> [Task prompt] Locate and copy each line in the data that contains the word "above".
** Given records follows **
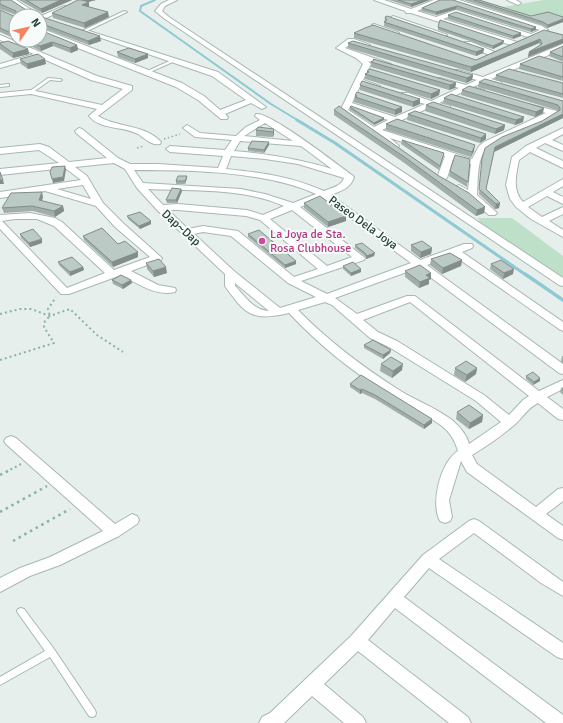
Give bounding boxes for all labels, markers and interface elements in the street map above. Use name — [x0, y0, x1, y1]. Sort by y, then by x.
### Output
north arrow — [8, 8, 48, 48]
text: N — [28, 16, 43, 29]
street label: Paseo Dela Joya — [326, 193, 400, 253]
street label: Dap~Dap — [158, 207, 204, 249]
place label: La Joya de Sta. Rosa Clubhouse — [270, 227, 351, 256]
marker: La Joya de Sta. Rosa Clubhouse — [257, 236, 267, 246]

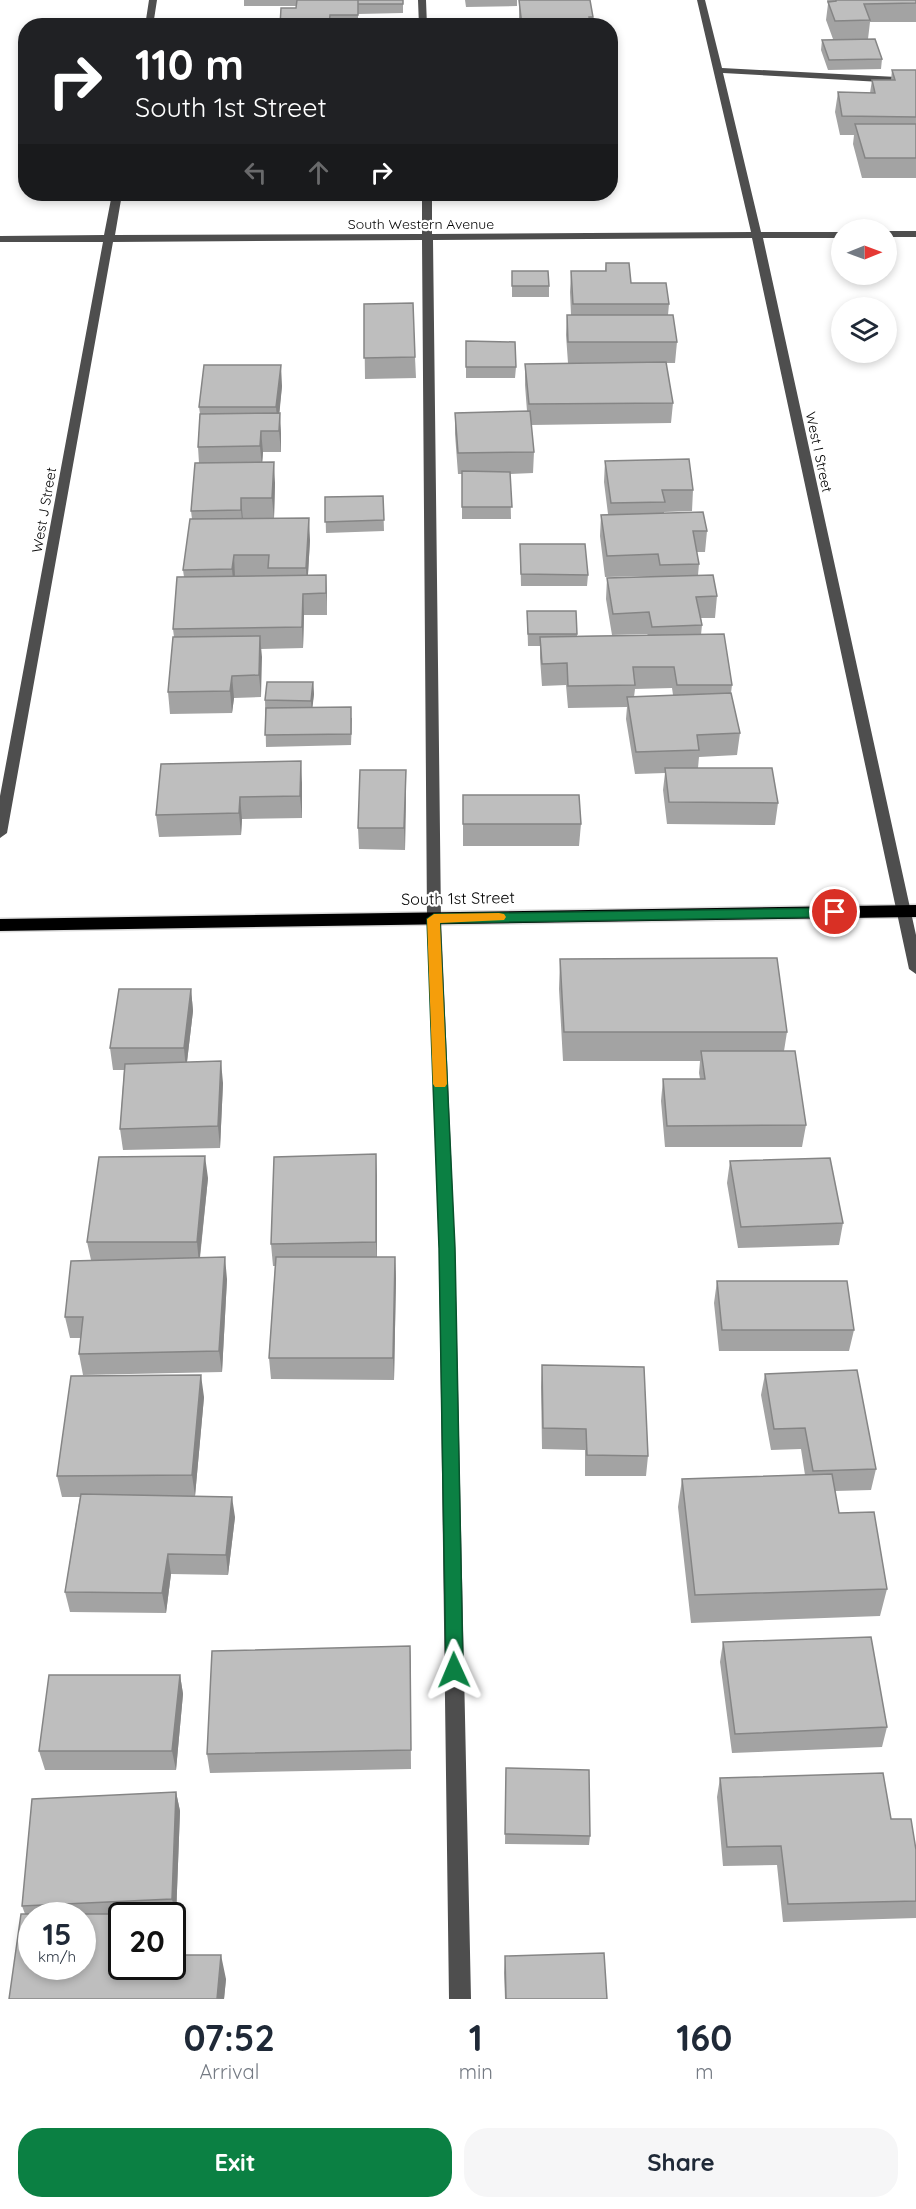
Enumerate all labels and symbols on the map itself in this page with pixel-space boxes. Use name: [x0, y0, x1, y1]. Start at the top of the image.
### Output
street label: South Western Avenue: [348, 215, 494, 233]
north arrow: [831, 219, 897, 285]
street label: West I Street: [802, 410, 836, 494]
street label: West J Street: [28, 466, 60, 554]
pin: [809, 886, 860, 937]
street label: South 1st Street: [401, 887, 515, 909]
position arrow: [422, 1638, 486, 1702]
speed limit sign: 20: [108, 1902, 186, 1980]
** End of Given records **
** Given records follows **
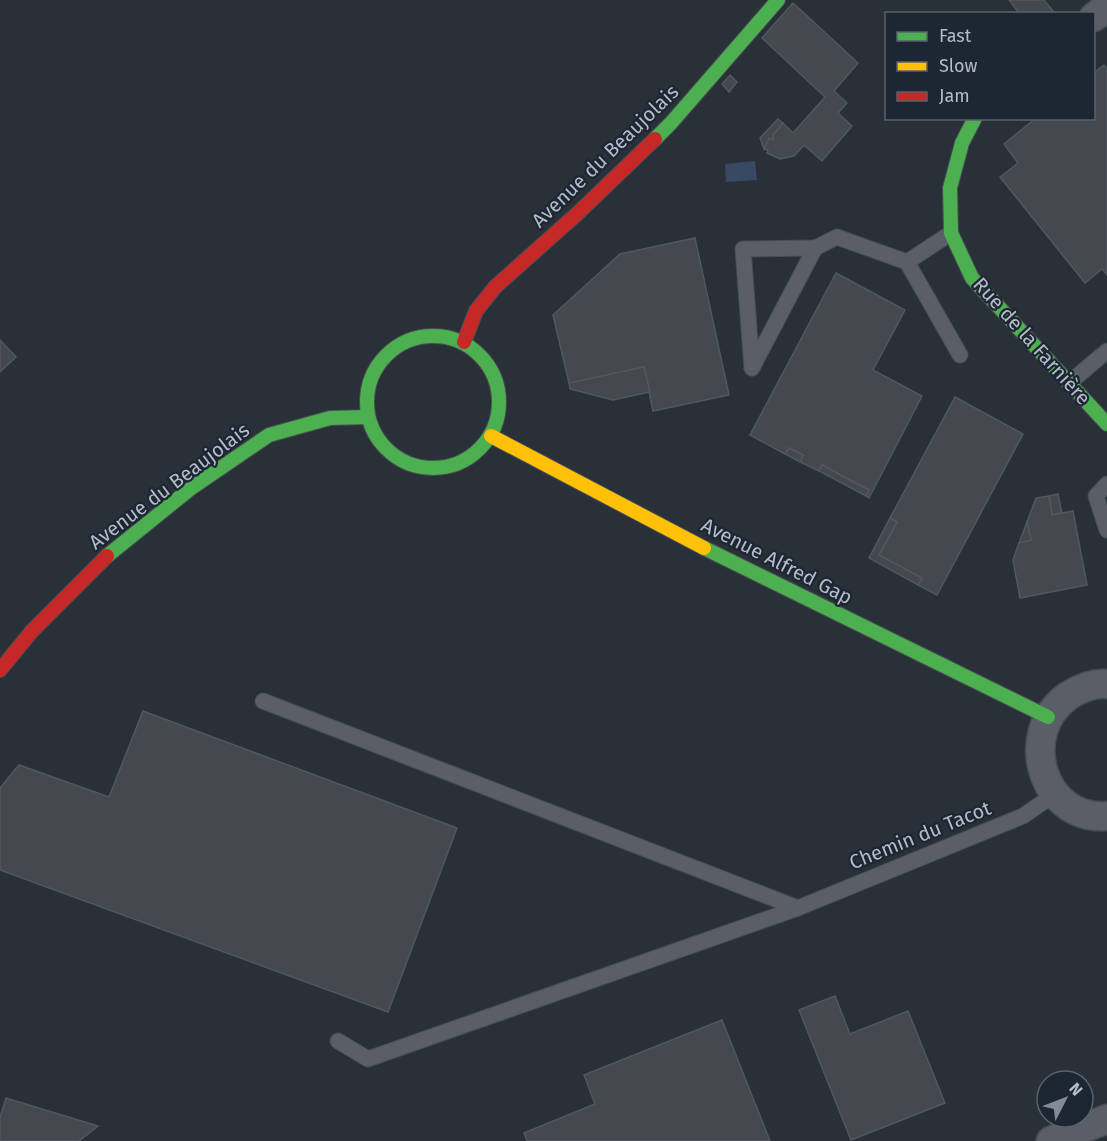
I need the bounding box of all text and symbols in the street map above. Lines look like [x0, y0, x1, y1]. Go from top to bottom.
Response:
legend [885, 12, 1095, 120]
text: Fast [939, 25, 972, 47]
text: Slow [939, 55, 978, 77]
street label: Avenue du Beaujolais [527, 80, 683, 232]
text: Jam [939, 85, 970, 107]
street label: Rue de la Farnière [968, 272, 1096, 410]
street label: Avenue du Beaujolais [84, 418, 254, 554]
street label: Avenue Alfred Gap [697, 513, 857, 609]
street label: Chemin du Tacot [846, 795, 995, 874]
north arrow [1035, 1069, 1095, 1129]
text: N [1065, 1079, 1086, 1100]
** End of Given records **
> [Response area]
Give bounding boxes for all labels, markers and interface elements in the street map above. Use name — [x0, y0, x1, y1]. Sort by y, then by x.
I need the bounding box of all text and symbols in the street map above. Lines look like [x0, y0, x1, y1]. Go from top to bottom.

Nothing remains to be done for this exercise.